Positive Influences on Google Authority


  1. Domain- Age, TLD (top level domain), registration period & details are some elements that are considered in domain assessment. In general, the older the domain and longer the registration period the better.
  2. Quality/Quantity of links- Remember, quality over quantity. Aim for links from "whitelist" sites and those with harder to acquire TLDs (.edu and .gov for example). Some other important elements to consider in regards to the sites that are linking to you and the links themselves include: relevant to the theme of your site, trustworthiness of the site, diversity of links, age of the linking domain, and the anchor text used in the link (keyword rich is best). Always keep track of the sites that are linking to yours.

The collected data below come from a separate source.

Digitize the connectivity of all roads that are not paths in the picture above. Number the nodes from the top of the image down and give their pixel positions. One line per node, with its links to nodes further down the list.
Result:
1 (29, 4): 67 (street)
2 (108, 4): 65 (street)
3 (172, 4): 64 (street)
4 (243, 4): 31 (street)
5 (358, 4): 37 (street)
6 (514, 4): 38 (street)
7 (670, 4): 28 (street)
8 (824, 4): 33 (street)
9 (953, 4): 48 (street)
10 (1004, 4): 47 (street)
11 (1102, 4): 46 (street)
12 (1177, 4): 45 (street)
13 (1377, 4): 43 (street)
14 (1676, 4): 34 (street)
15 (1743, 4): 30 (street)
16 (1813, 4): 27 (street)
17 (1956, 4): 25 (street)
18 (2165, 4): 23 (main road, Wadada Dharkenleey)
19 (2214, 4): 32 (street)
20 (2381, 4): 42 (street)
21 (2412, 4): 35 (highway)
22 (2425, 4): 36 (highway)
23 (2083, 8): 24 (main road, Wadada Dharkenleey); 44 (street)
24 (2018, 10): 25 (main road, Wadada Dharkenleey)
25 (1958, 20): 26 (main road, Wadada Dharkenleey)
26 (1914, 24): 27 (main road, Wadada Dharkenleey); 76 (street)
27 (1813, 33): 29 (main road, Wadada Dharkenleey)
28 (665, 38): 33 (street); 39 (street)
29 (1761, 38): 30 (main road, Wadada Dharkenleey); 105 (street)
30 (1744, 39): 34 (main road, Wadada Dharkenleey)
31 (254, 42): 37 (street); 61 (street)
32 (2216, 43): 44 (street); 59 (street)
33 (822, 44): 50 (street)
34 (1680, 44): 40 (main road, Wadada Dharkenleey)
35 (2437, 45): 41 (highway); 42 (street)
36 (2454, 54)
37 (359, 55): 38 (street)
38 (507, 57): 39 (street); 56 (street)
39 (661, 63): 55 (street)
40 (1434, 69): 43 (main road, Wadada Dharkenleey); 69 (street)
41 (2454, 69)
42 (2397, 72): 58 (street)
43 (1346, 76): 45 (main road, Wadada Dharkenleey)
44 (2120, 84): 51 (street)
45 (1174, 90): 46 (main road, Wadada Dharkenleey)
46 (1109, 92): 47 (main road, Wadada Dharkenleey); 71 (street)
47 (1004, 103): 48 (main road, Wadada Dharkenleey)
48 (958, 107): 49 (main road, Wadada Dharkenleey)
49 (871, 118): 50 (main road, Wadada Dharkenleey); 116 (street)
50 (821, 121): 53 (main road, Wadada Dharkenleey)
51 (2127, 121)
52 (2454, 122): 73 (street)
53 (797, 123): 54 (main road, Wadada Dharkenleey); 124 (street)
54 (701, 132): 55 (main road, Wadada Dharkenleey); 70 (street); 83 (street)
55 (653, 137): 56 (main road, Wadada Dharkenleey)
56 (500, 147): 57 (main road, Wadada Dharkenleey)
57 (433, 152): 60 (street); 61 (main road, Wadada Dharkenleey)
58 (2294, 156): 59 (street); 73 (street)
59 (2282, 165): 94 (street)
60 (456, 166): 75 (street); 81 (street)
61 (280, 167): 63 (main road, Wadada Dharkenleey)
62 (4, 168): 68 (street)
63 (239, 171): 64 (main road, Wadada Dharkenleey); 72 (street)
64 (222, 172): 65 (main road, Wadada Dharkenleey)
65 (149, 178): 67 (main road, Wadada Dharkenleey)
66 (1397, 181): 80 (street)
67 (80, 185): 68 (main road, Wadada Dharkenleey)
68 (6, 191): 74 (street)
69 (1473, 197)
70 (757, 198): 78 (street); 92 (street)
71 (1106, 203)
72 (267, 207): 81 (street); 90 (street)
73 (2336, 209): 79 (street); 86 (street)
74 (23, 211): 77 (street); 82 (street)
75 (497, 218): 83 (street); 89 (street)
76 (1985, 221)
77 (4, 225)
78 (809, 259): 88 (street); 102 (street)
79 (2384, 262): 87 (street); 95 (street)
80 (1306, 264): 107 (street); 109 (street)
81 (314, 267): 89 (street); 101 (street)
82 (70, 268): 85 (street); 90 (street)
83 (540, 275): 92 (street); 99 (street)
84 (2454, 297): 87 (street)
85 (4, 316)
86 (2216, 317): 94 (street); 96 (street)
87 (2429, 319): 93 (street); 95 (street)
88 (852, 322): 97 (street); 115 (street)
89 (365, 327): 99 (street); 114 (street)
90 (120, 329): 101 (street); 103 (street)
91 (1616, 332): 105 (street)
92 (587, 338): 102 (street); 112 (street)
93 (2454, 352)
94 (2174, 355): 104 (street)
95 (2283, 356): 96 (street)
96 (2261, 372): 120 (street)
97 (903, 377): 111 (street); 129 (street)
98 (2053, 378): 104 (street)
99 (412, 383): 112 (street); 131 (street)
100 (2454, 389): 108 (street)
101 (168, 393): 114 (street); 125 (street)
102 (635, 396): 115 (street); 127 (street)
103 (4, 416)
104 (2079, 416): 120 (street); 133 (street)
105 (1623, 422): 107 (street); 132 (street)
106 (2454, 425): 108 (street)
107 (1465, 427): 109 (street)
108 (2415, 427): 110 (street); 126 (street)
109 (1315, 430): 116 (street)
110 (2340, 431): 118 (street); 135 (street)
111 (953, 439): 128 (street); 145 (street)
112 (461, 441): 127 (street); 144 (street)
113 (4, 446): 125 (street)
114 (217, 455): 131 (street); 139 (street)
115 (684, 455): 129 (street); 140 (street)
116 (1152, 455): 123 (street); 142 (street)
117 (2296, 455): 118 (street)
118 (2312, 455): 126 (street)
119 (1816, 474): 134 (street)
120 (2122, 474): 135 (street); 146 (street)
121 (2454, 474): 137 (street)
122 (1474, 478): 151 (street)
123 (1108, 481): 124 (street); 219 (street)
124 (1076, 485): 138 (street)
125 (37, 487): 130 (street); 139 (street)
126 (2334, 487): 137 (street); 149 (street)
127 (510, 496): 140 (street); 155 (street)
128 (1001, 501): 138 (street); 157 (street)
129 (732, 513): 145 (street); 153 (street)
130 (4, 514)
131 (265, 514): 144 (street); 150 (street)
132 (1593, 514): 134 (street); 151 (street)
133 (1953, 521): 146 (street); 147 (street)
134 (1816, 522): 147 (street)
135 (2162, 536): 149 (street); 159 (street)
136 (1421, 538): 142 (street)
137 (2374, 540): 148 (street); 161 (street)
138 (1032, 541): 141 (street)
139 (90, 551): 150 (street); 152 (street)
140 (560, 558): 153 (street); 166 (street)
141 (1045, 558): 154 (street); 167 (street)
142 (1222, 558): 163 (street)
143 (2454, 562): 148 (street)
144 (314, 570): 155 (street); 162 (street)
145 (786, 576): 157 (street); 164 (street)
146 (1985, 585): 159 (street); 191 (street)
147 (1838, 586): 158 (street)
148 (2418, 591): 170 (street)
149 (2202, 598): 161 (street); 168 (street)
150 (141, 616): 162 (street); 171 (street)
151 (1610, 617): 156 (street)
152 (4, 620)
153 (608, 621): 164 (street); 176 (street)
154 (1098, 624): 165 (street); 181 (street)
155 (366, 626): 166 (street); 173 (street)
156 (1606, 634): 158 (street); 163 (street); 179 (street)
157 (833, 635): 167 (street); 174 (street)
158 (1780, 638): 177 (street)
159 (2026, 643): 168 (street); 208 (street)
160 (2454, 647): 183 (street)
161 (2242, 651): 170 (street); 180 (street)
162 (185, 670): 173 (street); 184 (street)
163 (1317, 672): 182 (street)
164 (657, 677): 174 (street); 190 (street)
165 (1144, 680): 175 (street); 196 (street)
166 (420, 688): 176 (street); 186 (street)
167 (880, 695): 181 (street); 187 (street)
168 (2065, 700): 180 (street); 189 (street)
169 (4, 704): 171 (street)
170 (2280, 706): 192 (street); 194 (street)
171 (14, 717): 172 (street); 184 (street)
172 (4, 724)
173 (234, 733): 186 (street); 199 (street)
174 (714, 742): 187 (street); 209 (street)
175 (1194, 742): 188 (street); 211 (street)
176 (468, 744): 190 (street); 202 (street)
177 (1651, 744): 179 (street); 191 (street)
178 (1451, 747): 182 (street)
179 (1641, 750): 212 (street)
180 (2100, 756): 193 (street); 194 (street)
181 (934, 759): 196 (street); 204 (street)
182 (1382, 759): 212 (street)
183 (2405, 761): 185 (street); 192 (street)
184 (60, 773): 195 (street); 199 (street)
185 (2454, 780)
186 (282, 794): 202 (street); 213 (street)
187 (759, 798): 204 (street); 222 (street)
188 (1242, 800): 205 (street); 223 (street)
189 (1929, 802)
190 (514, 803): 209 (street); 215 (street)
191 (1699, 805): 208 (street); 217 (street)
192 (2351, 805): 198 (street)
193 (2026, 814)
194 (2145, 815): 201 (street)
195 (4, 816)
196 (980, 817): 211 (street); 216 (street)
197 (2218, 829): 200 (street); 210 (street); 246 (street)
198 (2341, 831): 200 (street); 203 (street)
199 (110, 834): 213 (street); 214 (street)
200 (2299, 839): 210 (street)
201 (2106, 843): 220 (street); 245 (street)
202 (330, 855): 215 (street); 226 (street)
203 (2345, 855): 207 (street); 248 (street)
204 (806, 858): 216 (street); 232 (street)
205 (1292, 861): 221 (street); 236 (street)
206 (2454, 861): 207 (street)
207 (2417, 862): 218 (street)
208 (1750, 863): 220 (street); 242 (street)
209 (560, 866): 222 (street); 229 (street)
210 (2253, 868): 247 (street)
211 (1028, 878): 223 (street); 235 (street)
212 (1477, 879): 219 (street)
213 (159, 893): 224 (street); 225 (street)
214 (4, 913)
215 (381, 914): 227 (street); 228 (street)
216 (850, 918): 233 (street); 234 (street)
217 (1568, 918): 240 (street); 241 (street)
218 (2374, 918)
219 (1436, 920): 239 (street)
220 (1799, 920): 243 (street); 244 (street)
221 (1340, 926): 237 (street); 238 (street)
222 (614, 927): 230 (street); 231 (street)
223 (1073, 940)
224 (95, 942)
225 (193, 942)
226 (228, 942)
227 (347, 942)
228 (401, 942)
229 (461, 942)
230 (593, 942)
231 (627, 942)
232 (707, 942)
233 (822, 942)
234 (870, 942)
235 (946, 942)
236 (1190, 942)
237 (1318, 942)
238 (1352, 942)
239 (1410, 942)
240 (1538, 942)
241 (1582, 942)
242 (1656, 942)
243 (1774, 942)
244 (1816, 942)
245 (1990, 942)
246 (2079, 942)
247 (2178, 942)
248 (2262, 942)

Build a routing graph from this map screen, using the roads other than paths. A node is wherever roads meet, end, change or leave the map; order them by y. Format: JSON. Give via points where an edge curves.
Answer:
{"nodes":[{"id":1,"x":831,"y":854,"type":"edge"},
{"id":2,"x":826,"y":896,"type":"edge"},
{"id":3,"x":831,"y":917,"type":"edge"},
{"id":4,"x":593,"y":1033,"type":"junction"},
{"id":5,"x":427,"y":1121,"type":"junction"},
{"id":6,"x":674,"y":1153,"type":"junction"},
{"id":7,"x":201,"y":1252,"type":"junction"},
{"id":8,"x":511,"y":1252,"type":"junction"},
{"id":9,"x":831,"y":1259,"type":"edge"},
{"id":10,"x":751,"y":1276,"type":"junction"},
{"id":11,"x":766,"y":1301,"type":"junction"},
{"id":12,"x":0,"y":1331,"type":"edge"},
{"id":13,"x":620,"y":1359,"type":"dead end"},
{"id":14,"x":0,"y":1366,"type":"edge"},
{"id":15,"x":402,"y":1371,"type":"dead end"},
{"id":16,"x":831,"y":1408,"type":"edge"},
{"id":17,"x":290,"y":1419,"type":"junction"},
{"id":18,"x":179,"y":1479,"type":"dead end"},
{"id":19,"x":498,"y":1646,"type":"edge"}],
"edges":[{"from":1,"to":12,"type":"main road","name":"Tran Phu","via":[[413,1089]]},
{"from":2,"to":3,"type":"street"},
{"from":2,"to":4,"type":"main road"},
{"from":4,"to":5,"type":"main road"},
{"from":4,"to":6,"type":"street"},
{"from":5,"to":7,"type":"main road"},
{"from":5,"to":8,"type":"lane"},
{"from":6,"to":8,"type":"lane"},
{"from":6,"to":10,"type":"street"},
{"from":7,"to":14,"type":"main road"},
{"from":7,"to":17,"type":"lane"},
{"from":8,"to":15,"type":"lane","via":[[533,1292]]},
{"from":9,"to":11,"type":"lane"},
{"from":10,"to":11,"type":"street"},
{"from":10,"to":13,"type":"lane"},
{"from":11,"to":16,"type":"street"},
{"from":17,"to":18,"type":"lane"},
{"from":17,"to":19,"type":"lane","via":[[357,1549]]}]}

  3. Site traffic- Quantity (actual # of visits), growth (the # of visitors increases the longer the site is live) and consistency (no large spikes and declines) of traffic to your site are extremely important.
  4. Your own site- this is completely within your control, so take advantage. Some important aspects to consider include: healthy amount of well written, original content; clear and easy to find privacy & contact information; usability and accessibility; load time; and time on site. Easier than all of that- you need to ask yourself honestly, "Is my site providing valuable content and information to web users?"

It is very important to understand the role that "trust" and "authority" play in search engine rankings. When examining your site for trust and authority, it is imperative that your site conveys certain things. These include: natural growth of content and links, sound promotion and marketing, original content written for users-not search engines, solid site infrastructure, human centered design, as well as playing fair in terms of link building and content creation. All of these things in unison will help build your trust and authority not only in the eyes of web users but in Google's as well.